Paul F. "Ginger" Fraser (November 15, 1892 – April 11, 1938) was an American football player, coach, and military officer. He was considered to be one of Maine's all-time greatest college football players.

==Early life==
Fraser was born in Boston's Roxbury neighborhood. He attended Boston Latin School in 1907 and 1908, where he played end, center, and halfback on the football team and outfield on the baseball team. He then attended Dorchester High School in 1909 and 1910, where he played in the backfield on the football team and second base on the baseball team. He was a named to the greater Boston all-scholastic football team two years.

==College==
Fraser attended Colby College, where he played four years for the Colby Mules football team. He was the team captain in 1914. That year, Colby outscored its three in-state rivals Bowdoin College, the University of Maine, and Bates College 123 to 0 to win the series title. Colby also gained national recognition for its game against the star–studded Navy Midshipmen. Colby led Navy 21–10 at the half, but due to Navy's superior manpower, it was able to use a great number of substitutes in the second half, which helped the team score 21 unanswered points and win the game 31–21. After the game, a New York Times sportswriter wrote "It was one of the finest exhibitions of football ever seen at Annapolis. In the first half the brilliant running of [Edward] Cawley, [John] Lowney, and Fraser swept the Midshipmen off their feet."

==Coaching==
After graduating in 1915, Fraser served as sub-master and athletic director at Waterville High School in Waterville, Maine. On April 27, 1916, the Everett, Massachusetts School Committee unanimously voted to hire Fraser to coach football and baseball and teach science. He succeeded Cleo O'Donnell, who became head coach of the Purdue Boilermakers football team.
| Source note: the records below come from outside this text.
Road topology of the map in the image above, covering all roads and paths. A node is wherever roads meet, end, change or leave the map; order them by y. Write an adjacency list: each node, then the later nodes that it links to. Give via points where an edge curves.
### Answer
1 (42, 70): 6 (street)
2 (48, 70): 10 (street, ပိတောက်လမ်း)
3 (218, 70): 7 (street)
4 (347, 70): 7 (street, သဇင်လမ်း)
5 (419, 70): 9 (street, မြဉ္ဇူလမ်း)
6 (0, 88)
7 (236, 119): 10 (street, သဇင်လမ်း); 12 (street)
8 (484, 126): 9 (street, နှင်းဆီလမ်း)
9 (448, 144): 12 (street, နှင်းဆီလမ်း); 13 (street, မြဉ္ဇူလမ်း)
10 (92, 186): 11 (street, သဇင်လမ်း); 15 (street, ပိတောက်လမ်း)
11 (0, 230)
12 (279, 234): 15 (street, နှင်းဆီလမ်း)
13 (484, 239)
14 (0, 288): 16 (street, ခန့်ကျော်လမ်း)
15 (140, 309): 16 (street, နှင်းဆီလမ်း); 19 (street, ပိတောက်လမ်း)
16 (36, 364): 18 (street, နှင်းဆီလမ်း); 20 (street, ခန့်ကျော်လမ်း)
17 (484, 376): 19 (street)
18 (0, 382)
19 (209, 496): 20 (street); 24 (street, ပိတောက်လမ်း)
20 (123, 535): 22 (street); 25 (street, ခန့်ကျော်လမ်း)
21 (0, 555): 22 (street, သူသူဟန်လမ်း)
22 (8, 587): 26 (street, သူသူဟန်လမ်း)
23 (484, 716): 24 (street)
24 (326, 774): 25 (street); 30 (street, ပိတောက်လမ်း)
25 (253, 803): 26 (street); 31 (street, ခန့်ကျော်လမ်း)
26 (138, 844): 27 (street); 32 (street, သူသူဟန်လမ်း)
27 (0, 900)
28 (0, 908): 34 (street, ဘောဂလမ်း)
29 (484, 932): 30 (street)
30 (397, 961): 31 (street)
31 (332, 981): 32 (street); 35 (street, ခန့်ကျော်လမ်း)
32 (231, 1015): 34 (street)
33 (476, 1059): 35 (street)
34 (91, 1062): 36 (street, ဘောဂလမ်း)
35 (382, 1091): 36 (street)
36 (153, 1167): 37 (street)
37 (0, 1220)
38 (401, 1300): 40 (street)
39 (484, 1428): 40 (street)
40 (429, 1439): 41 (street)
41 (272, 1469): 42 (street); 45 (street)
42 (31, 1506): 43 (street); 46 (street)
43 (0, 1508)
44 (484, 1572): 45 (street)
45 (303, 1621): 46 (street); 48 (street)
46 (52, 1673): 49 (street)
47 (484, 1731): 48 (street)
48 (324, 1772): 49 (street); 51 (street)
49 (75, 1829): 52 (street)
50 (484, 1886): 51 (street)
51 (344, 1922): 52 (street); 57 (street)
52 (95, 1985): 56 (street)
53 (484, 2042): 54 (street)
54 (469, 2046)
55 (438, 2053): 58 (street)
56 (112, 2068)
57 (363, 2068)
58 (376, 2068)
During World War I, Fraser tried to enter government service, but was initially rejected due to poor eyesight. He instead joined the YMCA, which maintained camps at the rear of the fighting lines. On April 30, 1917 he was ordered to report to his YMCA in Portland, Maine. Everett High granted him an indefinite leave of absence. That December, Fraser was selected for the Officers' Training Corps and assigned to Fort Oglethorpe in Georgia. He was later transferred to Camp Wadsworth in Spartanburg, South Carolina, where he excelled in wrestling. He was eventually assigned to the 1st Maine Heavy Artillery Regiment as a First Lieutenant.

After the War, Fraser became athletic director at the Coburn Classical Institute. In 1922 he became community athletic director for Westbrook, Maine and head football coach of the town's high school. He also served as a teacher and secretary of the Westbrook Community Association. In 1926 his team won the Maine state championship. That same year he was the referee for a football game between Bowdoin and Boston University. The game was the first in Maine and one of the first in the United States to be played with a limited number of plays (each team had thirty plays per quarter). Bowdoin won the game 6–0. In 1928 and 1929, Fraser was granted a leave of absence to serve as an assistant football coach at Bowdoin. He retired as Westbrook football coach and athletic director in June 1932, but stayed on as a teacher and community association secretary.

==Death==
On April 11, 1938, Fraser died of a heart attack following a game of badminton. He was survived by his wife, four daughters, and two sons. In 1939, Colby College's annual "Colby Night" was renamed "Ginger Fraser Night" to honor Fraser. All of the living members of the 1914 team returned to Colby for the school's homecoming celebration.